United States District Court, D. Maryland

August 23, 2016

L. Hall
v.
Commissioner, Social Security Administration;

         Dear Counsel:

         On April 2, 2015, Plaintiff L. Hall petitioned this Court to review the Social Security Administration’s (“SSA”) final decision terminating her Supplemental Security Income (“SSI”) benefits in December 2005, because her income exceeded the limits of the need-based disability program. (ECF No. 1). I have considered the parties’ cross-motions for summary judgment and Plaintiff’s reply memorandum. (ECF Nos. 25, 30, 35). After the motions for summary judgment were filed and fully briefed, Ms. Hall’s counsel, Leslie R. Stellman and Adam E. Konstas, filed a Motion for Leave to Withdraw as Counsel, (ECF No. 36), which was granted on July 5, 2016, (ECF No. 37). Accordingly, I have also considered Ms. Hall’s Motion for Reconsideration of the Court’s order granting her attorneys leave to withdraw, her counsel’s response in opposition, and her reply. (ECF Nos. 40, 41, 42). I find that no hearing is necessary. See Loc. R. 105.6 (D. Md. 2016). For the reasons discussed below, I will deny Ms. Hall’s motion for reconsideration. I will also deny Ms. Hall’s motion for summary judgment, grant the Commissioner’s motion for summary judgment, and affirm the Commissioner’s judgment pursuant to sentence four of 42 U.S.C. § 405(g). This letter explains my rationale.

         I. Motion for Reconsideration

         Mr. Stellman and Mr. Konstas, represented Ms. Hall in her appeal to this Court of the Agency’s decision that she was no longer eligible for SSI benefits. (ECF No. 1). In the course of their representation, Mr. Stellman and Mr. Konstas filed a motion for summary judgment on Ms. Hall’s behalf, (ECF No. 25), and filed a response in opposition to the Commissioner’s cross-motion for summary judgment, (ECF No. 35).

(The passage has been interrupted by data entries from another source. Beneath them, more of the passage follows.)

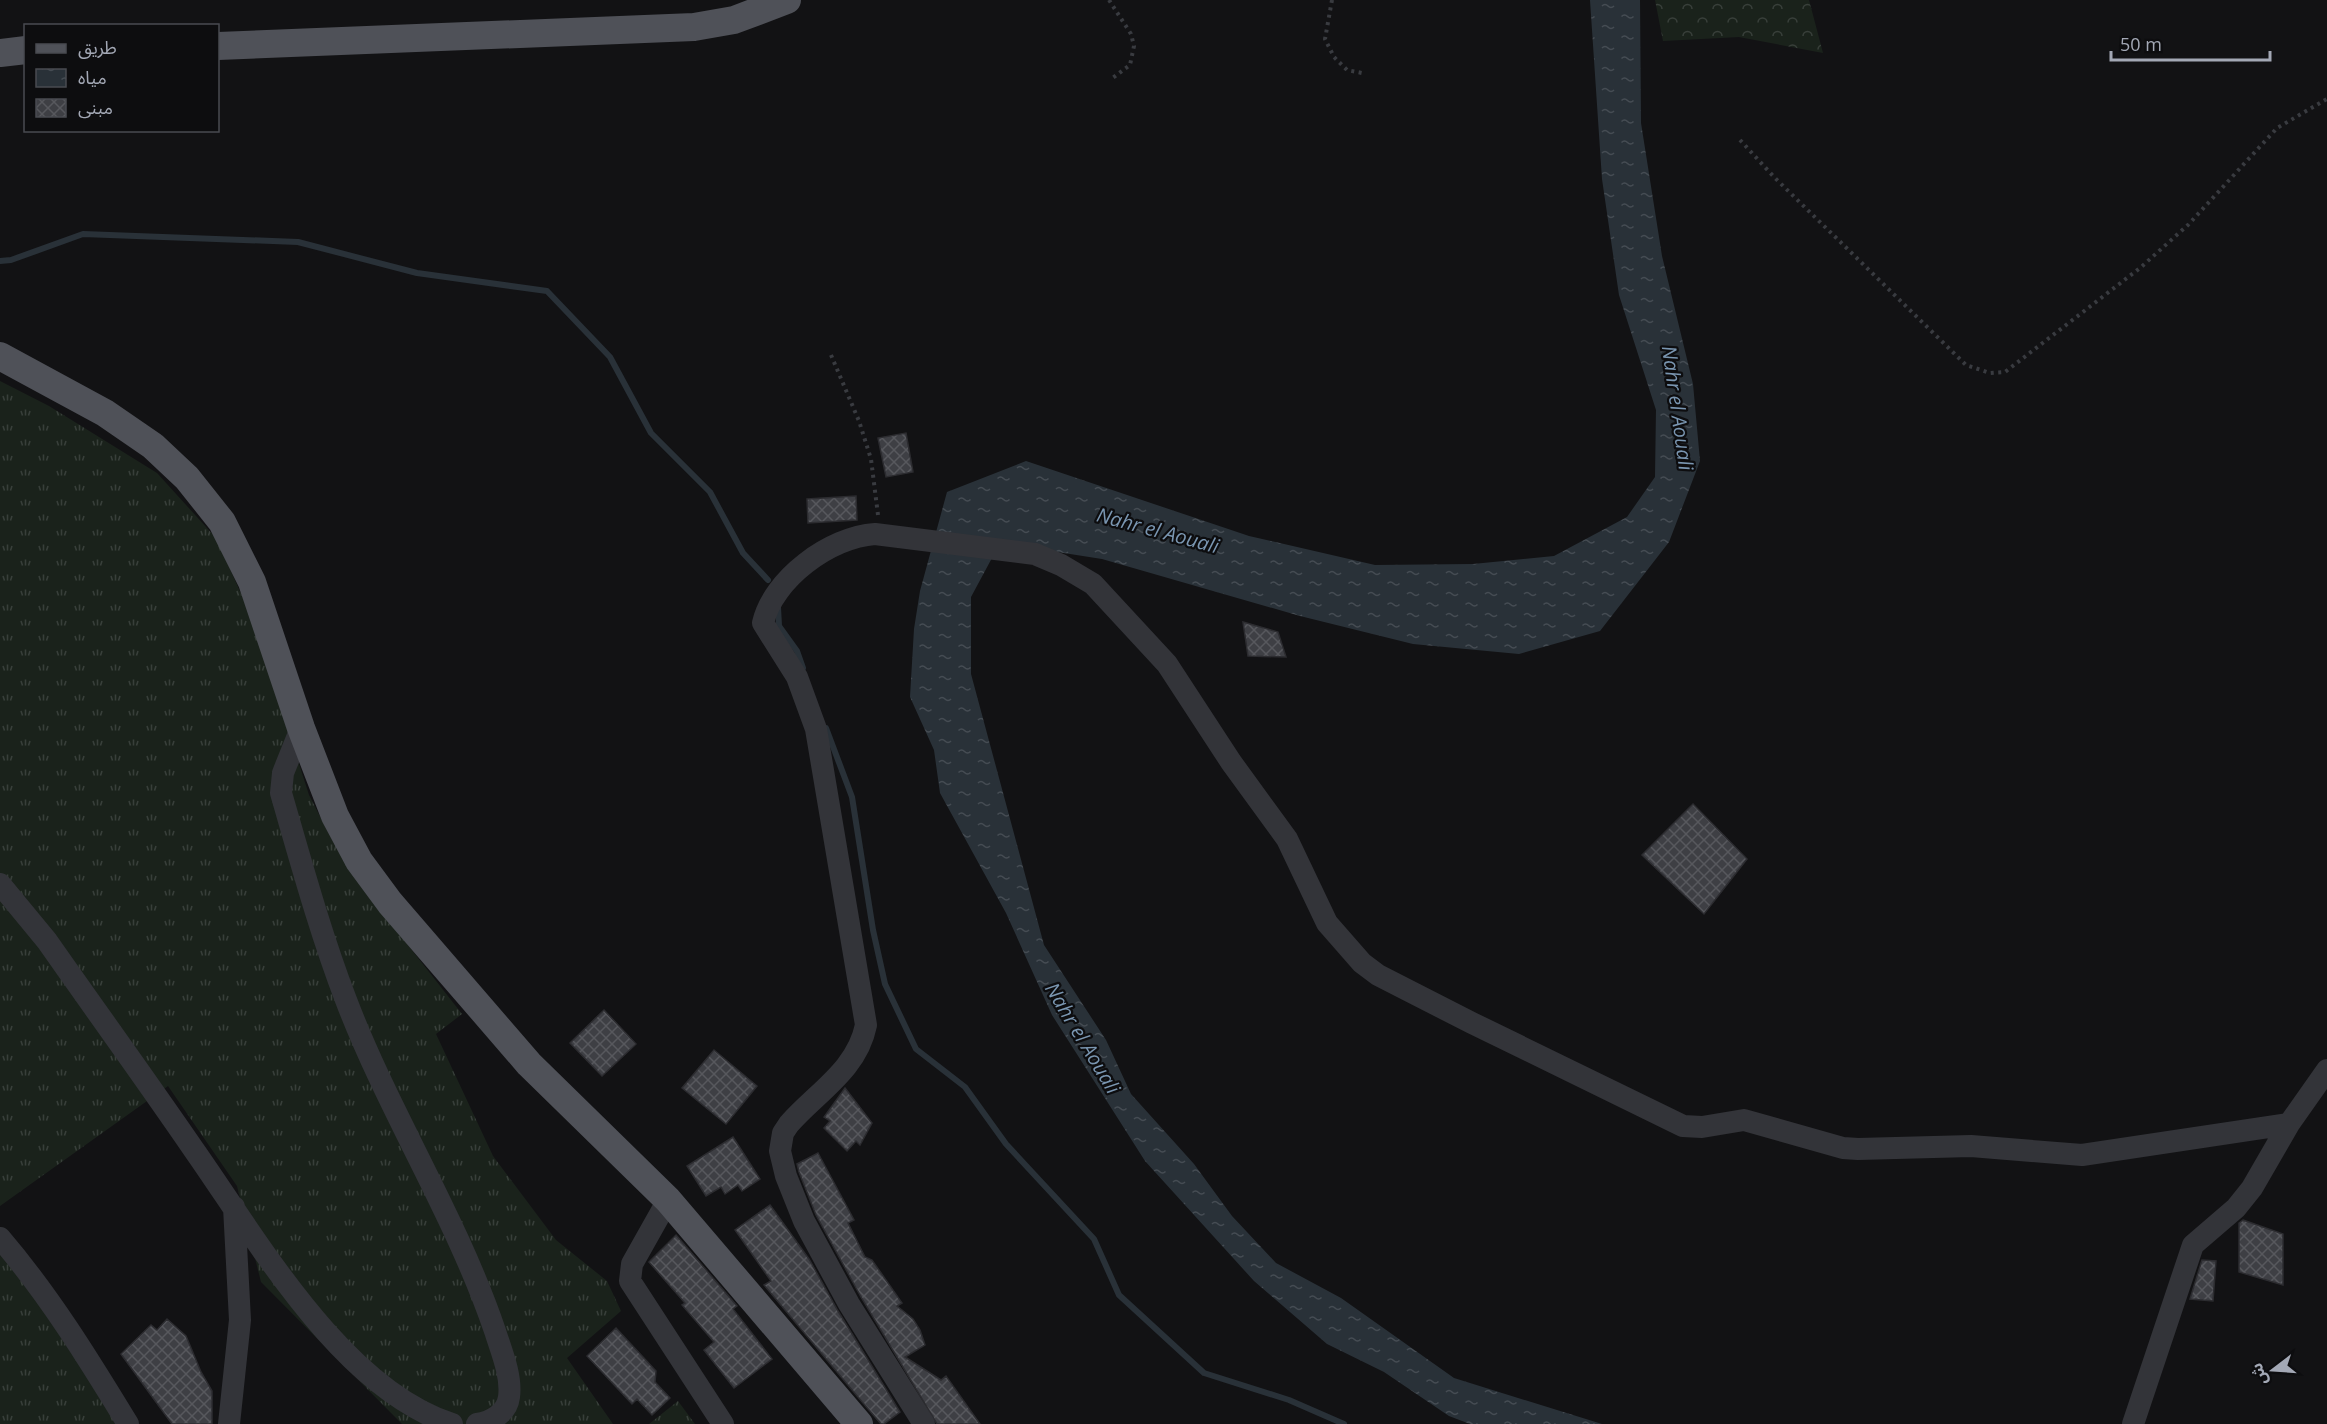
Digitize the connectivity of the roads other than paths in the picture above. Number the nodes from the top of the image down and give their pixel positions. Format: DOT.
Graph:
graph roads {
  1 [pos="787,0"];
  2 [pos="219,46"];
  3 [pos="24,50"];
  4 [pos="0,53"];
  5 [pos="0,356"];
  6 [pos="301,728"];
  7 [pos="0,884"];
  8 [pos="2327,1070"];
  9 [pos="2289,1124"];
  10 [pos="668,1200"];
  11 [pos="234,1207"];
  12 [pos="0,1238"];
  13 [pos="128,1424"];
  14 [pos="229,1424"];
  15 [pos="453,1424"];
  16 [pos="477,1424"];
  17 [pos="723,1424"];
  18 [pos="859,1424"];
  19 [pos="924,1424"];
  20 [pos="2133,1424"];
  1 -- 2 [label="main road"];
  3 -- 4 [label="main road"];
  5 -- 6 [label="main road"];
  6 -- 10 [label="main road"];
  6 -- 16 [label="street"];
  7 -- 11 [label="street"];
  8 -- 9 [label="street"];
  9 -- 19 [label="street"];
  9 -- 20 [label="street"];
  10 -- 17 [label="street"];
  10 -- 18 [label="main road"];
  11 -- 14 [label="street"];
  11 -- 15 [label="street"];
  12 -- 13 [label="street"];
}
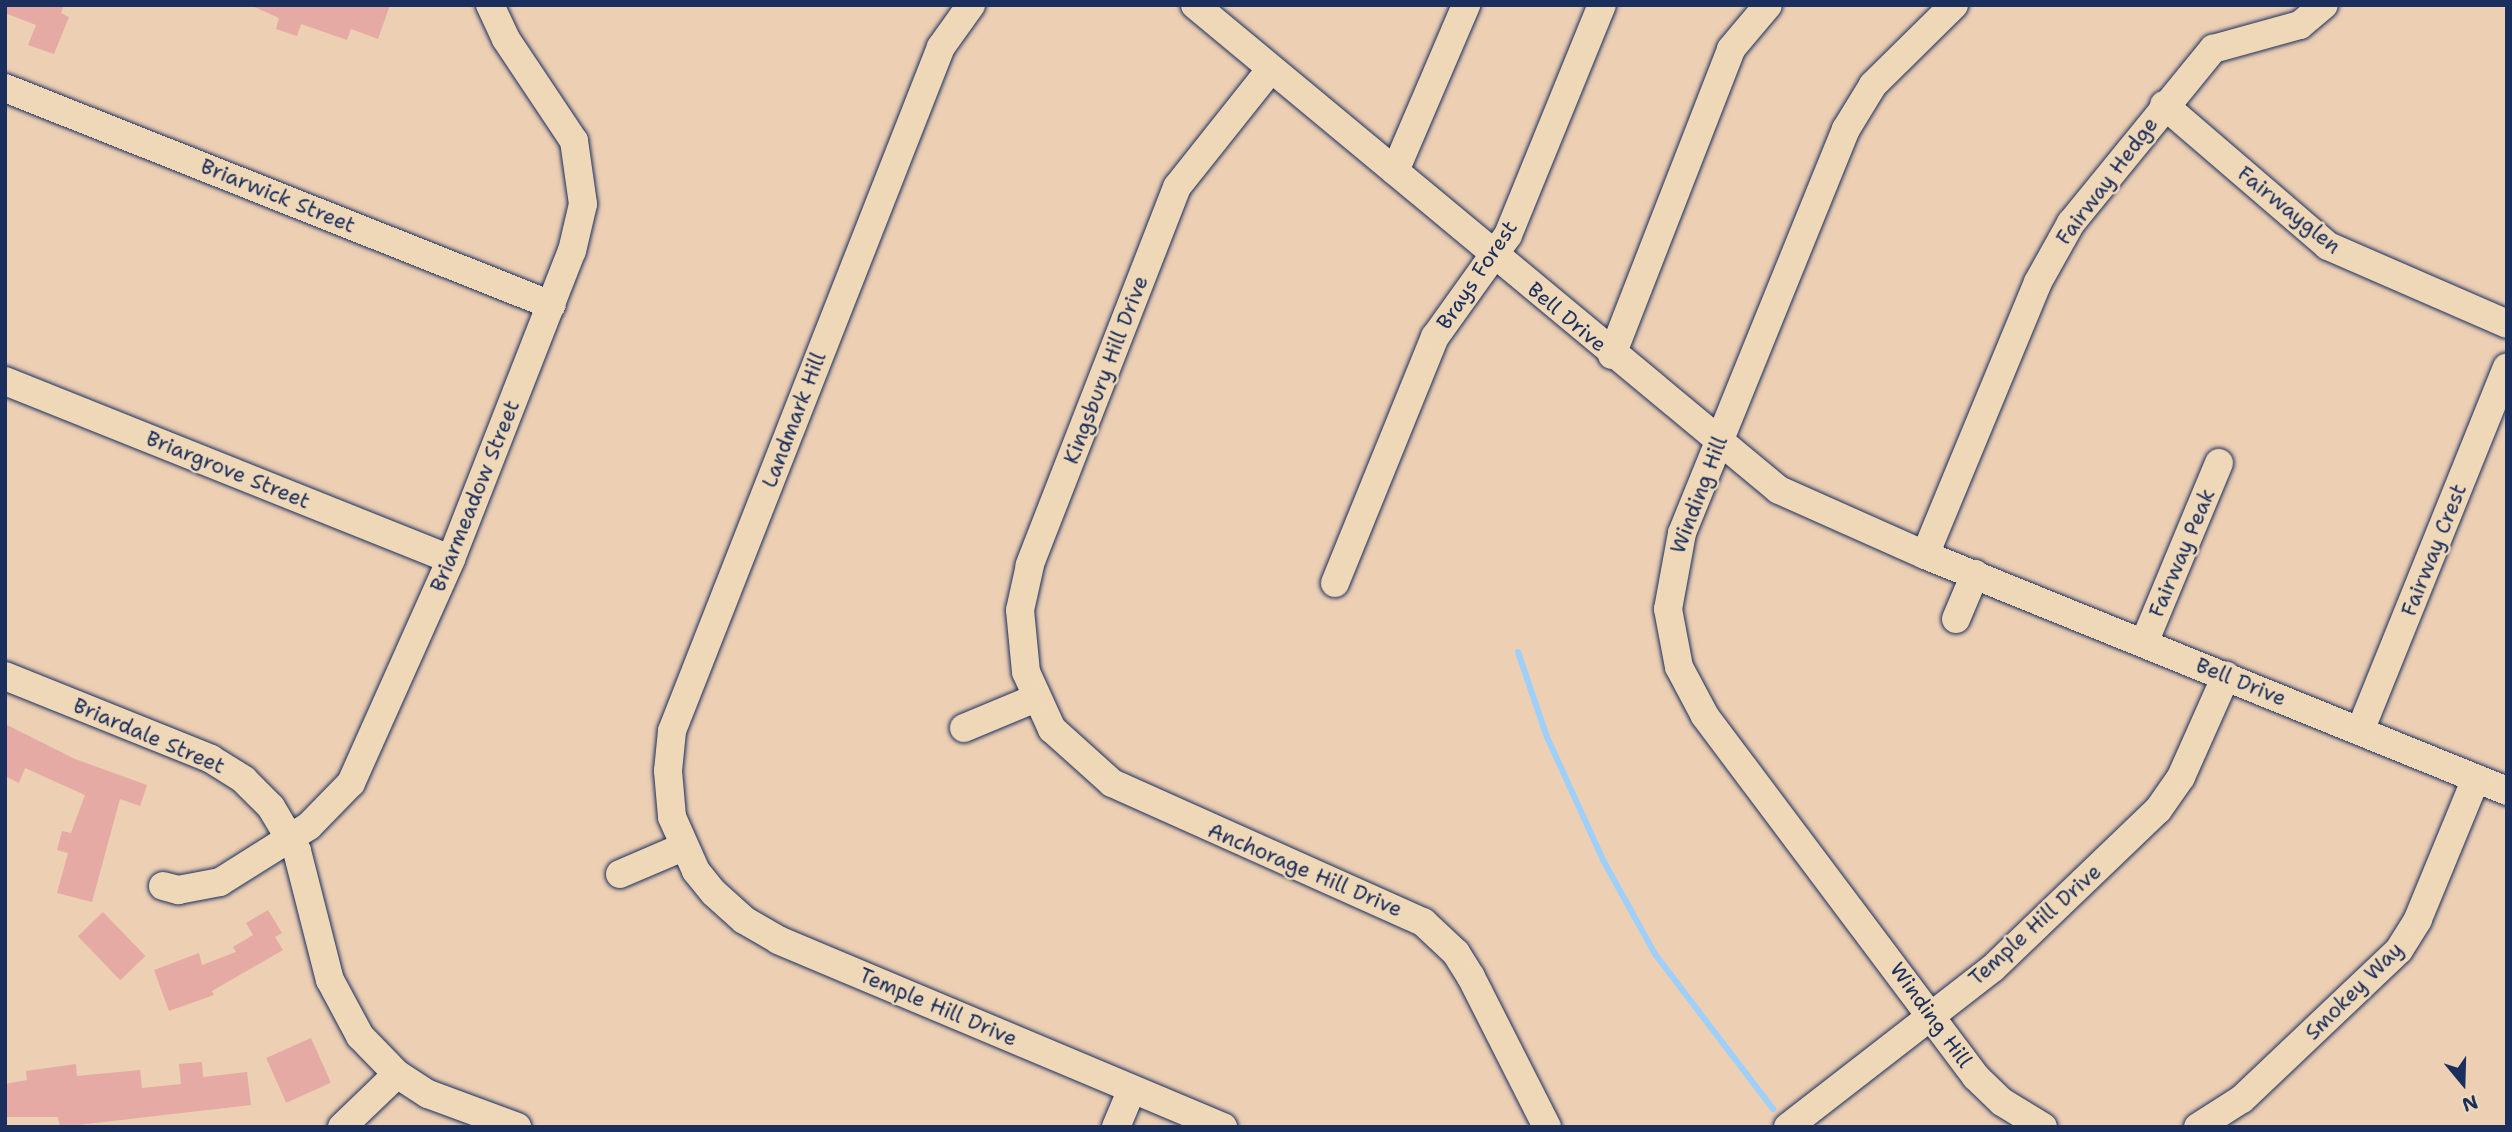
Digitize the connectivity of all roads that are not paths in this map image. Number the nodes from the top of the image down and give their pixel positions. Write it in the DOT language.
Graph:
graph roads {
  1 [pos="490,5"];
  2 [pos="971,5"];
  3 [pos="1195,5"];
  4 [pos="1466,5"];
  5 [pos="1602,5"];
  6 [pos="1768,5"];
  7 [pos="1954,5"];
  8 [pos="2324,5"];
  9 [pos="1270,70"];
  10 [pos="5,88"];
  11 [pos="2164,105"];
  12 [pos="1395,171"];
  13 [pos="1494,256"];
  14 [pos="551,305"];
  15 [pos="2507,324"];
  16 [pos="1612,355"];
  17 [pos="2507,368"];
  18 [pos="5,381"];
  19 [pos="1719,441"];
  20 [pos="2219,463"];
  21 [pos="1925,555"];
  22 [pos="452,559"];
  23 [pos="1975,574"];
  24 [pos="1335,583"];
  25 [pos="1956,619"];
  26 [pos="2144,643"];
  27 [pos="5,676"];
  28 [pos="2226,676"];
  29 [pos="1036,698"];
  30 [pos="964,728"];
  31 [pos="2360,732"];
  32 [pos="2476,778"];
  33 [pos="2507,791"];
  34 [pos="291,837"];
  35 [pos="683,847"];
  36 [pos="620,874"];
  37 [pos="163,886"];
  38 [pos="1931,1015"];
  39 [pos="397,1074"];
  40 [pos="1132,1089"];
  41 [pos="342,1127"];
  42 [pos="517,1127"];
  43 [pos="1116,1127"];
  44 [pos="1223,1127"];
  45 [pos="1547,1127"];
  46 [pos="1788,1127"];
  47 [pos="2043,1127"];
  48 [pos="2198,1127"];
  1 -- 14 [label="street, Briarmeadow Street"];
  2 -- 35 [label="street, Landmark Hill"];
  3 -- 9 [label="street, Bell Drive"];
  4 -- 12 [label="street"];
  5 -- 13 [label="street, Brays Forest"];
  6 -- 16 [label="street"];
  7 -- 19 [label="street, Winding Hill"];
  8 -- 11 [label="street, Fairway Hedge"];
  9 -- 12 [label="street, Bell Drive"];
  9 -- 29 [label="street, Kingsbury Hill Drive"];
  10 -- 14 [label="street, Briarwick Street"];
  11 -- 15 [label="street, Fairwayglen"];
  11 -- 21 [label="street, Fairway Hedge"];
  12 -- 13 [label="street, Bell Drive"];
  13 -- 16 [label="street, Bell Drive"];
  13 -- 24 [label="street, Brays Forest"];
  14 -- 22 [label="street, Briarmeadow Street"];
  16 -- 19 [label="street, Bell Drive"];
  17 -- 31 [label="street, Fairway Crest"];
  18 -- 22 [label="street, Briargrove Street"];
  19 -- 21 [label="street, Bell Drive"];
  19 -- 38 [label="street, Winding Hill"];
  20 -- 26 [label="street, Fairway Peak"];
  21 -- 23 [label="street, Bell Drive"];
  22 -- 34 [label="street, Briarmeadow Street"];
  23 -- 25 [label="street"];
  23 -- 26 [label="street, Bell Drive"];
  26 -- 28 [label="street, Bell Drive"];
  27 -- 34 [label="street, Briardale Street"];
  28 -- 31 [label="street, Bell Drive"];
  28 -- 38 [label="street, Temple Hill Drive"];
  29 -- 30 [label="street"];
  29 -- 45 [label="street, Anchorage Hill Drive"];
  31 -- 32 [label="street, Bell Drive"];
  32 -- 33 [label="street, Bell Drive"];
  32 -- 48 [label="street, Smokey Way"];
  34 -- 37 [label="street, Briarmeadow Street"];
  34 -- 39 [label="street, Briardale Street"];
  35 -- 36 [label="street"];
  35 -- 40 [label="street, Temple Hill Drive"];
  38 -- 46 [label="street, Temple Hill Drive"];
  38 -- 47 [label="street, Winding Hill"];
  39 -- 41 [label="street"];
  39 -- 42 [label="street, Briardale Street"];
  40 -- 43 [label="street"];
  40 -- 44 [label="street, Temple Hill Drive"];
}
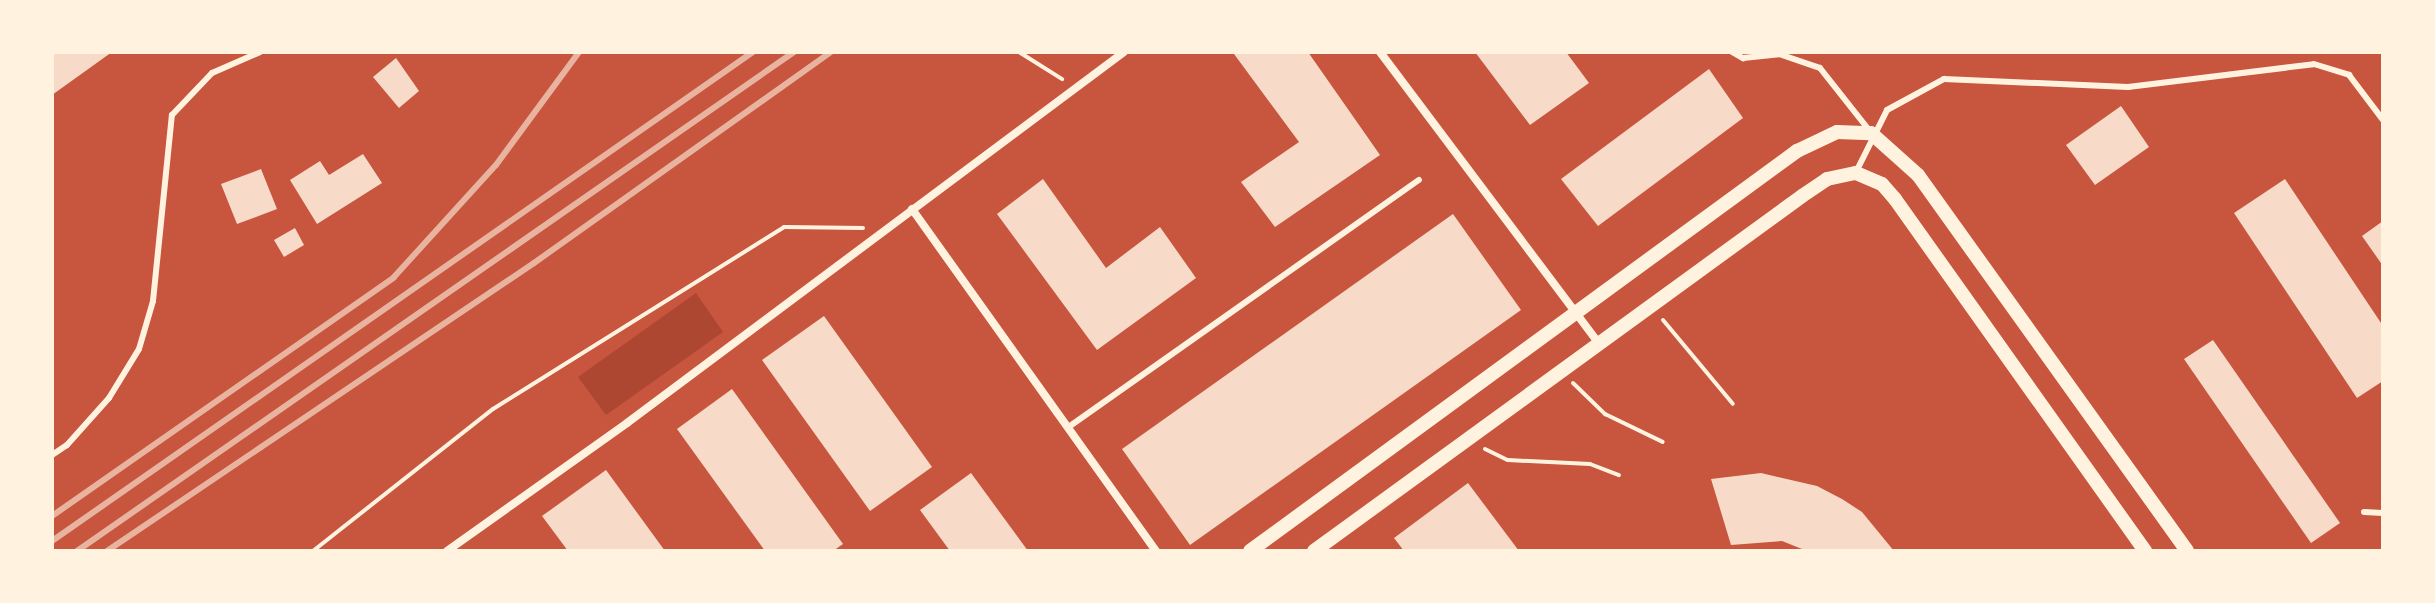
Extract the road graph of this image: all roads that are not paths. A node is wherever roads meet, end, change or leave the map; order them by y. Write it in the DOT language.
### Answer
graph roads {
  1 [pos="260,52"];
  2 [pos="1124,52"];
  3 [pos="1380,52"];
  4 [pos="1732,52"];
  5 [pos="2383,120"];
  6 [pos="1871,133"];
  7 [pos="1856,173"];
  8 [pos="1419,180"];
  9 [pos="912,209"];
  10 [pos="1576,315"];
  11 [pos="1599,344"];
  12 [pos="1070,426"];
  13 [pos="52,455"];
  14 [pos="2364,512"];
  15 [pos="2383,513"];
  16 [pos="447,551"];
  17 [pos="1156,551"];
  18 [pos="1250,551"];
  19 [pos="1314,551"];
  20 [pos="2145,551"];
  21 [pos="2187,551"];
  1 -- 13 [label="lane"];
  2 -- 9 [label="street"];
  3 -- 10 [label="street"];
  4 -- 6 [label="lane"];
  5 -- 6 [label="lane"];
  6 -- 7 [label="lane"];
  6 -- 10 [label="street"];
  6 -- 21 [label="street"];
  7 -- 11 [label="street"];
  7 -- 20 [label="street"];
  8 -- 12 [label="lane"];
  9 -- 12 [label="street"];
  9 -- 16 [label="street"];
  10 -- 11 [label="street"];
  10 -- 18 [label="street"];
  11 -- 19 [label="street"];
  12 -- 17 [label="street"];
  14 -- 15 [label="lane"];
}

         On June 23, 2016, Mr. Stellman and Mr. Konstas notified Ms. Hall via electronic mail and overnight mail of their intention to withdraw as her counsel in the present matter.[1] (ECF No. 36-2). The letter further advised that if Ms. Hall did not respond by close of business on Tuesday, June 28, 2016, Mr. Stellman and Mr. Konstas would withdraw their appearance as counsel. Id. Ms. Hall did not respond, and Mr. Stellman and Mr. Konstas filed a motion for leave to withdraw as counsel on July 1, 2016. (ECF No. 36). In so doing, Mr. Stellman and Mr. Konstas fully complied with the procedural requirements of the local rules. See Loc. R. 101(2)(a) (requiring withdrawing counsel to file a certificate stating the name and last known address of the client and that a written notice has been served on the client at least seven days prior to the withdrawal); (ECF No. 36-2). This Court granted Mr. Stellman and Mr. Konstas’s motion for leave to withdraw as counsel on July 5, 2016. (ECF No. 37). Ms. Hall filed a motion for reconsideration of the decision on July 14, 2016, (ECF No. 40). Mr. Stellman and Mr. Konstas filed their opposition on July 20, 2016, (ECF No. 41), and Ms. Hall filed her reply on August 8, 2016, (ECF No. 42).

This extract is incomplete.